What makes the GILTI regime particularly onerous is that it adopts a baseline presumption that virtually all of a CFC’s yearly earnings are disfavoured GILTI income, except for certain narrowly drawn categories of excluded income (generally, income that would already be subject to US income tax in some manner). If a CFC owns a substantial quantity of tangible, depreciable assets, the GILTI rules treat a commensurate portion of that company’s earnings as exempt from GILTI treatment. However, for businesses lacking such assets—for example, a services or consultancy business—it may be the case that every dollar of income earned by that CFC is treated as GILTI, thus giving rise to current, ‘dry’ income inclusions in the hands of the service business’s US Shareholders. Unlike its older sister Subpart F the GILTI system draws no distinction between active and passive income, between income earned in the CFC’s country of corporation and other earnings, or (ironically, considering its name) between income derived from intellectual property versus all other kinds of income.
The GILTI regime is at its most unforgiving in the case of individual US Shareholders who own CFC shares directly (i.e. without any intermediate US domestic corporate vehicle). As mentioned above, individual US Shareholders are subject to significantly higher effective tax rates on GILTI inclusions (up to 37%) when compared with corporate US Shareholders (between 10.5% and 13.125%). Moreover, while a corporate US Shareholder is generally entitled to credit 80% of CFC’s non-US operating-level taxes against its own GILTI inclusion, an individual US Shareholder cannot credit any such non-US taxes against its GILTI burden. If a CFC is organized or operated in a country with a significant operating-level income tax, an individual US Shareholder in that CFC may incur a combined US federal and non-US operating-level tax well in excess of 50%.
Fortunately, individual US Shareholders have potential solutions available to solve, or at least reduce, their GILTI problem. First, an individual US Shareholder might restructure his or her investment in a CFC through a wholly-owned US corporate investment vehicle, in order to take advantage of the lower GILTI rate imposed on corporate US shareholders, as well as the rules allowing a corporate US Shareholder to credit the CFC’s non-US operating taxes against its own GILTI liability. Second, the individual US Shareholder might elect to treat the CFC as a partnership or disregarded entity for US tax purposes (i.e. make a ‘check-the-box’ election) in order to avoid GILTI altogether. Third, the individual US Shareholder could elect to be treated as if he or she were a US domestic corporation for the taxable year for certain (a so-called ‘section 962’ election). None of these solutions is likely to be perfect; entails a unique set of benefits and drawbacks. Nonetheless, any one of these three strategies has the potential to significantly improve the individual US Shareholder’s GILTI position and avoid a potentially confiscatory US income tax charge.
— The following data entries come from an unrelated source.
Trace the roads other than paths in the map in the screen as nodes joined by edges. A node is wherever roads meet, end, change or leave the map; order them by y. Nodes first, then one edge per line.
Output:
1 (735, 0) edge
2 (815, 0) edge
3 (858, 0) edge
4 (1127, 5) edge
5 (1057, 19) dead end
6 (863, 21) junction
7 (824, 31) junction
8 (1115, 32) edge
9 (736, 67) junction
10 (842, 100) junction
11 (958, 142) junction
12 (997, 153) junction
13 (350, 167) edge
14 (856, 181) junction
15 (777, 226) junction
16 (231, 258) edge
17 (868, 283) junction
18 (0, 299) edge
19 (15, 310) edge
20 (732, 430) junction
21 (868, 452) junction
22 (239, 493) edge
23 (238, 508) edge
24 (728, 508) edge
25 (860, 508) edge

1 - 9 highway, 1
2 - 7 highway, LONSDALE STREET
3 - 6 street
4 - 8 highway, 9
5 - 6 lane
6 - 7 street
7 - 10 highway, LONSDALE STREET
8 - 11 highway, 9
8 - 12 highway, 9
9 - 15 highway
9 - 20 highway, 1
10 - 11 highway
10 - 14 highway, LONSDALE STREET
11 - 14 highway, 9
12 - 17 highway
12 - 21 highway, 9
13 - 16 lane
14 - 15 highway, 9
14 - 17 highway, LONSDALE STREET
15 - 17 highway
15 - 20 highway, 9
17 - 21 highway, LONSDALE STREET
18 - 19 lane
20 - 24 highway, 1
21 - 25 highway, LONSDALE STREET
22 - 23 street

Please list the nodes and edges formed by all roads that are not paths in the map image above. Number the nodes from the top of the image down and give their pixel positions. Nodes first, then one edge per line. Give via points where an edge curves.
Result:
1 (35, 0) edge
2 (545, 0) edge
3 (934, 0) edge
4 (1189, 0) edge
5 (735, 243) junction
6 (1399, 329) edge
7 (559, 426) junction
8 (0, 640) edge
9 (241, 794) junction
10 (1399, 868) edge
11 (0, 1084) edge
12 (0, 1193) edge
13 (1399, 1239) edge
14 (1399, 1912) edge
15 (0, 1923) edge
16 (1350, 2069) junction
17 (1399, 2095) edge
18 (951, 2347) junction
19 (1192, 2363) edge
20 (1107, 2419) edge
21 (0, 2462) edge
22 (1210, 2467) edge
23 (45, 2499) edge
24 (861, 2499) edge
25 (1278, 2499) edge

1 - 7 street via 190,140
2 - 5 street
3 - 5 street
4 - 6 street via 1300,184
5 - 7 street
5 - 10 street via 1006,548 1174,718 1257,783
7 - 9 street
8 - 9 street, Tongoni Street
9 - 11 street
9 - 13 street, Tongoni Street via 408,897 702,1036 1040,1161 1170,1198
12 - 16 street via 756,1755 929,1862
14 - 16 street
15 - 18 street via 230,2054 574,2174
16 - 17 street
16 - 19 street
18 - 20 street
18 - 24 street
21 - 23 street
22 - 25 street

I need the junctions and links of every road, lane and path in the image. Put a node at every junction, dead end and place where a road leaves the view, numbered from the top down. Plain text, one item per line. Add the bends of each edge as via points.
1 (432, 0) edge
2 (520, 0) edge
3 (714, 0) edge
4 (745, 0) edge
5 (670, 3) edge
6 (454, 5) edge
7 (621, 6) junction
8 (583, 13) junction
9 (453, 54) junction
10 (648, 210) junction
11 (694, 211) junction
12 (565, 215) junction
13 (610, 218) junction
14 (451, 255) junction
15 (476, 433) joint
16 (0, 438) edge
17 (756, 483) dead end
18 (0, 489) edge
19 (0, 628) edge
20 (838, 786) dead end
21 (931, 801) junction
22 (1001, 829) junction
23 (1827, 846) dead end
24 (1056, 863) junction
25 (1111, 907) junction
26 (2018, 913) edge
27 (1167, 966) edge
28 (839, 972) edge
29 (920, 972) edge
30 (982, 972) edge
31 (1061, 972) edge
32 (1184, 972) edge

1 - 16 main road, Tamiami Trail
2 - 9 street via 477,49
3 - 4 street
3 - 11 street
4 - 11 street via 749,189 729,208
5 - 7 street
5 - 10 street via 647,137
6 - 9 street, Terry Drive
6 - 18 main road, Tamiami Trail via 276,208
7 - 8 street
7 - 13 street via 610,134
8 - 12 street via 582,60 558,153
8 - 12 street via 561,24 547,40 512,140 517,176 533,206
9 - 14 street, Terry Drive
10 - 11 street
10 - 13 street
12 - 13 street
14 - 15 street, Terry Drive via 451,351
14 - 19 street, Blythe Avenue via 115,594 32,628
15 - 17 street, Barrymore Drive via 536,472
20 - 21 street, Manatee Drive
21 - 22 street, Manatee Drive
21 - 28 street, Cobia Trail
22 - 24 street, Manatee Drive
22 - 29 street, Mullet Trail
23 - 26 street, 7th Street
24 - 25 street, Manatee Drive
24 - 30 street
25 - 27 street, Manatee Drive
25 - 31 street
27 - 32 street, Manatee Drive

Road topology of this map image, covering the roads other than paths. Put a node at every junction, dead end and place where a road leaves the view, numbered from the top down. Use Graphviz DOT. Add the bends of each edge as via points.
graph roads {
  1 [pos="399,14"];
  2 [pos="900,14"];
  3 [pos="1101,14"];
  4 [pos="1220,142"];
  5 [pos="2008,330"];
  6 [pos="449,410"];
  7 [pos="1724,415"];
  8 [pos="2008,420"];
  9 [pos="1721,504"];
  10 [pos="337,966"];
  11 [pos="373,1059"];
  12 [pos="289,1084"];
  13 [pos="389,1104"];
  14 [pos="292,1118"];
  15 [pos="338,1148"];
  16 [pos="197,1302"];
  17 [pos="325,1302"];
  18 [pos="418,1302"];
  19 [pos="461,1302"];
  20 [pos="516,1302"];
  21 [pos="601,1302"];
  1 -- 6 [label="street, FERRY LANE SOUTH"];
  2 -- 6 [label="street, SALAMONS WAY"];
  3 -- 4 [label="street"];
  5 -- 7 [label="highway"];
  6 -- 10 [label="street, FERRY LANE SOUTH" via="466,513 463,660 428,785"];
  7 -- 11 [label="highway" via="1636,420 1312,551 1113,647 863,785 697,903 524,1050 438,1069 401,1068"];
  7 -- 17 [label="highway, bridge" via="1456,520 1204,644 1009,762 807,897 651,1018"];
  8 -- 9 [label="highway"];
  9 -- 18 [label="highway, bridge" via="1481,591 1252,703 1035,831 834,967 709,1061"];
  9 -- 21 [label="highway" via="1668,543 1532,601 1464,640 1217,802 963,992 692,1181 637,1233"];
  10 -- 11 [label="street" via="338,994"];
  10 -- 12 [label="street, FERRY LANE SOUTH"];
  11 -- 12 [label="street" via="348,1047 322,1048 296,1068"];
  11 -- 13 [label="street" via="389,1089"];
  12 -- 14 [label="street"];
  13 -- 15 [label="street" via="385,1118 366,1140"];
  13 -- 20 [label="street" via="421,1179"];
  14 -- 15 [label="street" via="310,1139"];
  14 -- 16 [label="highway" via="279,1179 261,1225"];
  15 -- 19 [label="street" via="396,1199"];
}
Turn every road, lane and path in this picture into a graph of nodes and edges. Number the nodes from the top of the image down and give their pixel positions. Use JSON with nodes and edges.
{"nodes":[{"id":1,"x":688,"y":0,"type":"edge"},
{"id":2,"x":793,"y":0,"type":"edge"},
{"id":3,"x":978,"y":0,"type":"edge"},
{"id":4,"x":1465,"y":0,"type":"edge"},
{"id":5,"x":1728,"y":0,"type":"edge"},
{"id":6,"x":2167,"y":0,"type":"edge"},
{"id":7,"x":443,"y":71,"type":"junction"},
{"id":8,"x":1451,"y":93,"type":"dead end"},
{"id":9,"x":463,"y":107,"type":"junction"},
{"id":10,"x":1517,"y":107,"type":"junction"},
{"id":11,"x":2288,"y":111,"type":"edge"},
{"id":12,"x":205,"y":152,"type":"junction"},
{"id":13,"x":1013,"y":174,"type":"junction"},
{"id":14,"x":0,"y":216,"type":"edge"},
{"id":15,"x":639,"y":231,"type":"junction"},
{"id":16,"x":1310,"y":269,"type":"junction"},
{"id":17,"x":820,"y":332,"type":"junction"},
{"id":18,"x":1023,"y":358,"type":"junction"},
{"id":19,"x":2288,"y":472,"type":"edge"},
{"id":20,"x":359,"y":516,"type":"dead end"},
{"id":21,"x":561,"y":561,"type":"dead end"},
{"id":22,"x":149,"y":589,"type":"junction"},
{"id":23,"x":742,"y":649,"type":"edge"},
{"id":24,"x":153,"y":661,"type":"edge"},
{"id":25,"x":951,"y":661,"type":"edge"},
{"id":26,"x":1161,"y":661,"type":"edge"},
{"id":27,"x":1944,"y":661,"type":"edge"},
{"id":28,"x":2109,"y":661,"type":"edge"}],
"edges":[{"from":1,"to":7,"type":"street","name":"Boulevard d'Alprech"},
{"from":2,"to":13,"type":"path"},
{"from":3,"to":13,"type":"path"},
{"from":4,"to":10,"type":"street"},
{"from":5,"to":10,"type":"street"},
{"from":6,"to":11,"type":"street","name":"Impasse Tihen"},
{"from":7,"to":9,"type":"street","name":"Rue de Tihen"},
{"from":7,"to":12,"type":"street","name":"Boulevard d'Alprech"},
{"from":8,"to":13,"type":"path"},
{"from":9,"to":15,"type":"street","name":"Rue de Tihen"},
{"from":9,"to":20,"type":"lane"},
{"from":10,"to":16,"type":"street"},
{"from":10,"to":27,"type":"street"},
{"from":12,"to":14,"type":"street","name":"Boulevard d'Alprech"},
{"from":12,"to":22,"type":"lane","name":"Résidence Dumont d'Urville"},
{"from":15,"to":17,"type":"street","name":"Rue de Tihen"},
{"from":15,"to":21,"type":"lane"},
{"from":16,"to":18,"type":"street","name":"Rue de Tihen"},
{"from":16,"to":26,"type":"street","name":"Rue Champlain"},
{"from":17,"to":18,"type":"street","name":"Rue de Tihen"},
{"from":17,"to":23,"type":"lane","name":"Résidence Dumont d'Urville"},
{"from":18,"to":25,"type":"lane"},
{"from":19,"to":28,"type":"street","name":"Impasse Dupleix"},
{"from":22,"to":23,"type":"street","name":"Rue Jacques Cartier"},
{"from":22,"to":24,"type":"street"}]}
The stark disconnect between the GILTI’s regime full name— Global Intangible Low-Taxed Income—and its actual reach suggests that GILTI is the Holy Roman Empire of the US Internal Revenue Code—confined neither to intangibles-related income, income arising in low-tax jurisdictions, nor even income necessarily generated from non-US business operations. Accordingly, US taxpayers owning non-US corporate shares, or who own and operate a business in non-US corporate form, would be well-advised to take a close look at their tax structures to ensure that they are not ensnared by GILTI’s broad scope.